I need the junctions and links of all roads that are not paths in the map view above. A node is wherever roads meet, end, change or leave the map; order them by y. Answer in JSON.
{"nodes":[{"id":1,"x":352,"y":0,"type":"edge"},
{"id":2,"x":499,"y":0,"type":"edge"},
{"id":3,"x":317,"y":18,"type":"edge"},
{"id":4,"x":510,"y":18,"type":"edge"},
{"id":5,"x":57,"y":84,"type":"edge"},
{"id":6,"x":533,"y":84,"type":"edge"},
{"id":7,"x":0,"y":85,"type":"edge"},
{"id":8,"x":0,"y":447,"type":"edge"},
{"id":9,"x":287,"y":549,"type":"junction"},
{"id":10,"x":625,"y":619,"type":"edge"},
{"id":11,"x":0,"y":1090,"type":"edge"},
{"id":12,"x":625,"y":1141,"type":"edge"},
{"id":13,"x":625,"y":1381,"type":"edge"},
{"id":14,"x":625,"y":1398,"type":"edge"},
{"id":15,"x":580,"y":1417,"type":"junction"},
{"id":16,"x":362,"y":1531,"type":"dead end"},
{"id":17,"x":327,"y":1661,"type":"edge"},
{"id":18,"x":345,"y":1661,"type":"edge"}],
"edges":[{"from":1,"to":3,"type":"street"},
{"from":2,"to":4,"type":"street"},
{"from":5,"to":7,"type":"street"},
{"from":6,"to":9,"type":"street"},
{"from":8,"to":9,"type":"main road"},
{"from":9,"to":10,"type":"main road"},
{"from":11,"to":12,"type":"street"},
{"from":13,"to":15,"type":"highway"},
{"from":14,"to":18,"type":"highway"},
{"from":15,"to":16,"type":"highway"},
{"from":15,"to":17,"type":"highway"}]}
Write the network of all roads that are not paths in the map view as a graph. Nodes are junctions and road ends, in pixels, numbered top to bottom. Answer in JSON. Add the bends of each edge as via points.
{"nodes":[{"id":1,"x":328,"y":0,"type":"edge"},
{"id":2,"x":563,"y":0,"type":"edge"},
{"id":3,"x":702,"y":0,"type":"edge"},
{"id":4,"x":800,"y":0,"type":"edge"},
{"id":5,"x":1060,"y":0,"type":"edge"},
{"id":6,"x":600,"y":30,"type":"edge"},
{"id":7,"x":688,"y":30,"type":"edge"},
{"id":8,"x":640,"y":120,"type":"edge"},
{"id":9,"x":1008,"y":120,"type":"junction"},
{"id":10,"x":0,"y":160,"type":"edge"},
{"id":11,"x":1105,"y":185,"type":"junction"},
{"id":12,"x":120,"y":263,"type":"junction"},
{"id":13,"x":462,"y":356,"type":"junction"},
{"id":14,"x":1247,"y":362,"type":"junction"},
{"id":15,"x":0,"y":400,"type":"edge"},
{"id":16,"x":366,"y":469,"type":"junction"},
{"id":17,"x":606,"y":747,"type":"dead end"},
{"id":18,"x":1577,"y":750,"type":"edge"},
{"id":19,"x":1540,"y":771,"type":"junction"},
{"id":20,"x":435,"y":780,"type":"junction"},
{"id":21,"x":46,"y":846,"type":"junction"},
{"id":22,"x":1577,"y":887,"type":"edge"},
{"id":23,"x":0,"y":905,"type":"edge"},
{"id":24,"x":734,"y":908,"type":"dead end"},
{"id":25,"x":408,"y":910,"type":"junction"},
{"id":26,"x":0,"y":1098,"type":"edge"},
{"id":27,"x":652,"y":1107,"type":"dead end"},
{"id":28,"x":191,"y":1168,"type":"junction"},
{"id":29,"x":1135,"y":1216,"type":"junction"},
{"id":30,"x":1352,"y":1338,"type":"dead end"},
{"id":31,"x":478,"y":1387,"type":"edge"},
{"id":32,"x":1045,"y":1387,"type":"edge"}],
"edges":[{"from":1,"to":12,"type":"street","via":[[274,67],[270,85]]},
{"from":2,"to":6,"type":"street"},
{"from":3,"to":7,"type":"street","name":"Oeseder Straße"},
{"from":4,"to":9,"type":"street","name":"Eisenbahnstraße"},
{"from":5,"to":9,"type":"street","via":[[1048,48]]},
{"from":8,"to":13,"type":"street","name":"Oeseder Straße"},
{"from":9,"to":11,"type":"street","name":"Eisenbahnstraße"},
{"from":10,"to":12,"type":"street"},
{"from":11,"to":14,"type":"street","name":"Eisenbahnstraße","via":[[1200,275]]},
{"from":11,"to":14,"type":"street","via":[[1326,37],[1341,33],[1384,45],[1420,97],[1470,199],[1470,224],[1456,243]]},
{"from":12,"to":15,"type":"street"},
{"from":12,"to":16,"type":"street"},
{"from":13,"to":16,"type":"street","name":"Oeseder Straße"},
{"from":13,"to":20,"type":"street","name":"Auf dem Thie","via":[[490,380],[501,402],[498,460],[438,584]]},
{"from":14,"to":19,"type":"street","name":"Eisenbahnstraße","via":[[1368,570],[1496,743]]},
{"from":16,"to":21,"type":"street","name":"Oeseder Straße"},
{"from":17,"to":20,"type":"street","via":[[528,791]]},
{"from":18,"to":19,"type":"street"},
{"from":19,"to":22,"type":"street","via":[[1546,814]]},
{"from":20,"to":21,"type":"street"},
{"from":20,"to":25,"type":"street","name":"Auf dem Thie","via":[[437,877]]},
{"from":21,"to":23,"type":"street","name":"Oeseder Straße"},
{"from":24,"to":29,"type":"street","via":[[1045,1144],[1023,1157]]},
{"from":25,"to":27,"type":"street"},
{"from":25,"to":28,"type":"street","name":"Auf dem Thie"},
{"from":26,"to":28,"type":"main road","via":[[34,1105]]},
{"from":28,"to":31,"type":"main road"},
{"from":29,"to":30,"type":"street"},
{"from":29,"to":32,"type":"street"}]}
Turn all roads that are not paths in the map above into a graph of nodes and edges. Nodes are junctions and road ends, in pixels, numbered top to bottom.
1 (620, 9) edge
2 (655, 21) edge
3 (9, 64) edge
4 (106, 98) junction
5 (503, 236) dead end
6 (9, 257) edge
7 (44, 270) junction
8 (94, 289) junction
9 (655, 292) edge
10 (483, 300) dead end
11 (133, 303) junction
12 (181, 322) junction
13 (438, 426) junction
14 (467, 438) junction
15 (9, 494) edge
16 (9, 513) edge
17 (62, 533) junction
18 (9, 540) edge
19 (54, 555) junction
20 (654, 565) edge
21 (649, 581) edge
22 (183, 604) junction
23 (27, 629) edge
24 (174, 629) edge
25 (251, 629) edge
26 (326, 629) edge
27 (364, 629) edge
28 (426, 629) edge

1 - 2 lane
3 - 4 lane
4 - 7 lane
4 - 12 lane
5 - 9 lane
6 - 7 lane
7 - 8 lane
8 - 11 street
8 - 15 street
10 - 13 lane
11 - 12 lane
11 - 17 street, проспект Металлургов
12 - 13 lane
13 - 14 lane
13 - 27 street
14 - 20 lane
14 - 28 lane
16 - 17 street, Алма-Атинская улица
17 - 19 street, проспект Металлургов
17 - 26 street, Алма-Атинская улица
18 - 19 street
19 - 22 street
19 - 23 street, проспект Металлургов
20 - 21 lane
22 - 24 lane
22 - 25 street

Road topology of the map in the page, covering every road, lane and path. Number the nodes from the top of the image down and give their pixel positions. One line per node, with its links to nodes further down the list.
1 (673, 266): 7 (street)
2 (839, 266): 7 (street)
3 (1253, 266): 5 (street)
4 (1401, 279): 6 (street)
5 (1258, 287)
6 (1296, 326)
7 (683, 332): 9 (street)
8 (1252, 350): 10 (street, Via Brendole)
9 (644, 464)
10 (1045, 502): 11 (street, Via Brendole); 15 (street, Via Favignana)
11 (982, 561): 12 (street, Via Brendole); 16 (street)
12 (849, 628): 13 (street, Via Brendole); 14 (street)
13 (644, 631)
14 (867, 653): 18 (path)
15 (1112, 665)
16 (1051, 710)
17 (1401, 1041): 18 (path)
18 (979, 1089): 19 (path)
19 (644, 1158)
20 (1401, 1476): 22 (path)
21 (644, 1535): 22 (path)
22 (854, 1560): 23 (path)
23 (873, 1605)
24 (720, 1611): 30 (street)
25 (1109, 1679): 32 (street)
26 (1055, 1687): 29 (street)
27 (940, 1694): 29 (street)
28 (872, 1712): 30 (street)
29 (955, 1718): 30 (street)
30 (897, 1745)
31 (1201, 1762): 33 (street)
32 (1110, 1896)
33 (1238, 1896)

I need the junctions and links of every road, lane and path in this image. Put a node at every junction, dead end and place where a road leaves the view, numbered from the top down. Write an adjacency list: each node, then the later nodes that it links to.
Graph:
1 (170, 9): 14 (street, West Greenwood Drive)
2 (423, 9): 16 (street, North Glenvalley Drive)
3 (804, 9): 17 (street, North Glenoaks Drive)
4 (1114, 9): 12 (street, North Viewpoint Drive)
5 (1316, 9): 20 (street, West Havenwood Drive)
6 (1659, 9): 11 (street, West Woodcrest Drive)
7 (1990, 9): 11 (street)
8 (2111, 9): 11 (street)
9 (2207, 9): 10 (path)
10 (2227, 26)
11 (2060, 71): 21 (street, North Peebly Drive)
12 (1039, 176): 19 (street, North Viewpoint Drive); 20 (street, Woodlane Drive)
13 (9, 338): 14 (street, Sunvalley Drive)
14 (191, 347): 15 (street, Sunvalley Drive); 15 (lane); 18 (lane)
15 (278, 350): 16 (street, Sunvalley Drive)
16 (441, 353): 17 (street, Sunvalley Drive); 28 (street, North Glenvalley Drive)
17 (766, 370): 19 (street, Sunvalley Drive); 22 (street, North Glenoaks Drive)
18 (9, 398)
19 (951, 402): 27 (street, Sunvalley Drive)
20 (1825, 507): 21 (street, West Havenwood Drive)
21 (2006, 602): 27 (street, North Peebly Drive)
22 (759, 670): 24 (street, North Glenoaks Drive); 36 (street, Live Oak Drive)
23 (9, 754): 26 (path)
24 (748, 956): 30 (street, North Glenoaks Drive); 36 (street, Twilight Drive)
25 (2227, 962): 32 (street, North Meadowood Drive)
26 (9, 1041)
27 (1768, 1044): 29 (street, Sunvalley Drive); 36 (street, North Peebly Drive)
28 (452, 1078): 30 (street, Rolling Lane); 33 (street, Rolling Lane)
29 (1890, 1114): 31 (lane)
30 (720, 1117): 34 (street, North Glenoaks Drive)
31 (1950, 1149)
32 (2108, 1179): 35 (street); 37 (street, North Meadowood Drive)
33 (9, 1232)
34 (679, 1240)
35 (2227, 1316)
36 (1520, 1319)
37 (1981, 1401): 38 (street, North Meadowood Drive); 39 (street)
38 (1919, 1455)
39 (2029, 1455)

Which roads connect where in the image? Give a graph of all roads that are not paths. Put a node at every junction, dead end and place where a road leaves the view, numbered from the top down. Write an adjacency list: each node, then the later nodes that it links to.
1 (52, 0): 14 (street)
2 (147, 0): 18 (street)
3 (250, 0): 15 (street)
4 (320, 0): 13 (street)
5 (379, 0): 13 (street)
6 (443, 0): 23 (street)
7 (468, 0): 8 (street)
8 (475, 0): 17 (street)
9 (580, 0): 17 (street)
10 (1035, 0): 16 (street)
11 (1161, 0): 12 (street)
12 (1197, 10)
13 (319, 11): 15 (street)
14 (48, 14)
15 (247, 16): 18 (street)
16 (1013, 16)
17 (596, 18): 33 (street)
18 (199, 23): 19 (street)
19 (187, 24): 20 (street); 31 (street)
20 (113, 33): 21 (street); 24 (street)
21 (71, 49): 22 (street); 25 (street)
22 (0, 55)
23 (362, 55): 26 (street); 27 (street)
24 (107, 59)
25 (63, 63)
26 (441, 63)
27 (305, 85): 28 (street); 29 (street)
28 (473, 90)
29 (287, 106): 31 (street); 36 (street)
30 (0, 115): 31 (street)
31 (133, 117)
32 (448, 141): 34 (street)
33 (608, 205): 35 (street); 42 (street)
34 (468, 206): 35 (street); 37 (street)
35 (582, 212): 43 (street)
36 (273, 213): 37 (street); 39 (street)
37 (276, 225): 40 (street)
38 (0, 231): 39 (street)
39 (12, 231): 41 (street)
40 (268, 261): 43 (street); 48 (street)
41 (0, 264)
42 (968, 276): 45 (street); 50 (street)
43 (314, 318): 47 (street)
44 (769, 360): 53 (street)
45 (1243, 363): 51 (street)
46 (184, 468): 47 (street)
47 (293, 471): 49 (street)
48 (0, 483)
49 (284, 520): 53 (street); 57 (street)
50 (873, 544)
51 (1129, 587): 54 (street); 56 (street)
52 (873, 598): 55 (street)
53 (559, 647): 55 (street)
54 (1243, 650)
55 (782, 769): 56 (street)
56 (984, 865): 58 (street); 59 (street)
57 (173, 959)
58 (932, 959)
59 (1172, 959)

_DIRECTIONS FOR THIS TASK_: Copy, from the data above, every line where the word "West" appears.

_PROBLEM SOLUTION_:
1 (170, 9): 14 (street, West Greenwood Drive)
5 (1316, 9): 20 (street, West Havenwood Drive)
6 (1659, 9): 11 (street, West Woodcrest Drive)
20 (1825, 507): 21 (street, West Havenwood Drive)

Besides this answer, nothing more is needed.